Another situation we’ve been following is NextDecade (NEXT), whose planned Rio Grande LNG export project will be located on the northern shore of the Brownsville Ship Channel in Texas, with easy access to the Gulf of Mexico. By combining carbon capture with the condensing of natural gas that’s loaded onto LNG tankers, NEXT says it will be the only such US facility offering CO2 emissions reduction of more than 90 percent.

In April FERC re-approved the construction of Rio Grande. The next step is for NEXT to approve a Final Investment Decision (FID) so that construction can move ahead. CEO Matthew Schatzman expects FID to come before the end of this month.

Substantial uncertainty remains over how it will be financed. We estimate that building three trains with 8 Billion Cubic feet per Day (BCF/D) will generate $1.8BN in revenues and around $450MM  n income to NEXT annually beginning by 2028. This is an $11-12BN project for a company whose market cap is below $1BN.

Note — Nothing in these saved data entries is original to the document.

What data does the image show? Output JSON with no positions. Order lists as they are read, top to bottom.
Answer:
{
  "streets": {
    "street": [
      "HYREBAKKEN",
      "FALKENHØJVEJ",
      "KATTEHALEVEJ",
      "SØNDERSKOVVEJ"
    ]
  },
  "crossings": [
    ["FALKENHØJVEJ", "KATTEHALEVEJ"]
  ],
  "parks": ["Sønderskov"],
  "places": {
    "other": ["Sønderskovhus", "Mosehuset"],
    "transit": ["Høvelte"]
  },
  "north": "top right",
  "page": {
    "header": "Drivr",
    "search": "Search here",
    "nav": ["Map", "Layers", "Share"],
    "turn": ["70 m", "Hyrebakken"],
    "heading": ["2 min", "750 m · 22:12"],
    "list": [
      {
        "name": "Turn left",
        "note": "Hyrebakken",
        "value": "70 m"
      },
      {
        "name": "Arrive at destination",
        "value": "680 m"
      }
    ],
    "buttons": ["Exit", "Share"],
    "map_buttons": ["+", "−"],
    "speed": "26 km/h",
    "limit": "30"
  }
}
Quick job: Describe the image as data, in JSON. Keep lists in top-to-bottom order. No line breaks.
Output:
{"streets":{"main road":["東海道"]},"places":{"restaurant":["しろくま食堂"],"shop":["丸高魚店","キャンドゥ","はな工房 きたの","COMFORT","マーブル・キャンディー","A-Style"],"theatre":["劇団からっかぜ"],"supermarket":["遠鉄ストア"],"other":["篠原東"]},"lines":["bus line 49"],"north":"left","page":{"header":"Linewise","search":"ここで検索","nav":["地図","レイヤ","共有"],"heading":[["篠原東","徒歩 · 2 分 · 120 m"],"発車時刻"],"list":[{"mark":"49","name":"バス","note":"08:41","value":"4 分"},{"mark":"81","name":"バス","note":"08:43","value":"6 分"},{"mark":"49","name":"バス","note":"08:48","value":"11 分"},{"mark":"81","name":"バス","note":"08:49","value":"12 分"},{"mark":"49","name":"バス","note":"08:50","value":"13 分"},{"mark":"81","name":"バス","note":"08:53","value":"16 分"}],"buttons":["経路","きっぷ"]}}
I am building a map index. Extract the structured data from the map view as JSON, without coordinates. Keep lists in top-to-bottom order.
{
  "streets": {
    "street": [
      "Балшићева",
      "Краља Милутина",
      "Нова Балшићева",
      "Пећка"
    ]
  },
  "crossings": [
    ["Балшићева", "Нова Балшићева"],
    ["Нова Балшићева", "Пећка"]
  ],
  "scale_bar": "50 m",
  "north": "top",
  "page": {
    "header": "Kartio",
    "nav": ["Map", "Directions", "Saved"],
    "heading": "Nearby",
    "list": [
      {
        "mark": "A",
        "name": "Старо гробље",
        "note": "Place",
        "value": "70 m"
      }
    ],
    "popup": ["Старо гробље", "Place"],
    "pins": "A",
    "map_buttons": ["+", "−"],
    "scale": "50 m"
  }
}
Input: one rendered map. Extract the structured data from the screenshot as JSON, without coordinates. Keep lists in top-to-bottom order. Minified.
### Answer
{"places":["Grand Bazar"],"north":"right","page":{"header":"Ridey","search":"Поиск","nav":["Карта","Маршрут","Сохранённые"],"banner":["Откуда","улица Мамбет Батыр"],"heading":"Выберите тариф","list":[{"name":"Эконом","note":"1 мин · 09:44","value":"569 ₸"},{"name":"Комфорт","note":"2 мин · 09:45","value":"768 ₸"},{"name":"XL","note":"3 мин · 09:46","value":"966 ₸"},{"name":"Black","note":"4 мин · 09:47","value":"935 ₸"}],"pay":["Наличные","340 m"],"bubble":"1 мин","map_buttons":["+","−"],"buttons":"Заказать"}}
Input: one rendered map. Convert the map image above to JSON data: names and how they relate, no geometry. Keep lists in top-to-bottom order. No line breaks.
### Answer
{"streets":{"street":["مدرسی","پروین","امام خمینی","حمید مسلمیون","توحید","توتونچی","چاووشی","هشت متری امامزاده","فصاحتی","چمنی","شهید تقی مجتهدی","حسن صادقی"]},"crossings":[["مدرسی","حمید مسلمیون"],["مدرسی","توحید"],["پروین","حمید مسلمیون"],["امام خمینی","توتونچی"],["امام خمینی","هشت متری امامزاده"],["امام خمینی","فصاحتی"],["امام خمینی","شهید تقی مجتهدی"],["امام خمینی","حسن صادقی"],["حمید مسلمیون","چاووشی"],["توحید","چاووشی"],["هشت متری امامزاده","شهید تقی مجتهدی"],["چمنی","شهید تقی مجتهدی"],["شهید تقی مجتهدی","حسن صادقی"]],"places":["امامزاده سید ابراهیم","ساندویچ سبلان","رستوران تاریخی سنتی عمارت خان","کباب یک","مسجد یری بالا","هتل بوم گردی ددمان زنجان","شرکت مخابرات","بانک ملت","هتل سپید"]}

NEXT valuation estimates have a wide range. So any estimate of NEXT depends heavily on the mix of debt, preferred and common equity that’s used for financing. The FID announcement should provide enough detail about how Rio Grande LNG will be financed to provide sufficient cash flow visibility that its perceived risk will fall.

We think at current levels it offers an attractive return potential.

The proposed combination of Oneok (OKE) and Magellan Midstream has dominated our recent blog posts. We won’t relist our reasons for being opposed as we’ve covered them extensively (see Oneok Does A Deal Nobody Needs).

The market-implied probability of the transaction closing has dropped steadily since it was announced on May 15, because the gap between MMP’s current and proposed price is widening. Jim Murchie of Energy Income Partners recently wrote an open letter to MMP where he voiced criticisms similar to ours in objecting to the deal. Investor mood is turning against. Both companies will need to address the market’s cold response to their work.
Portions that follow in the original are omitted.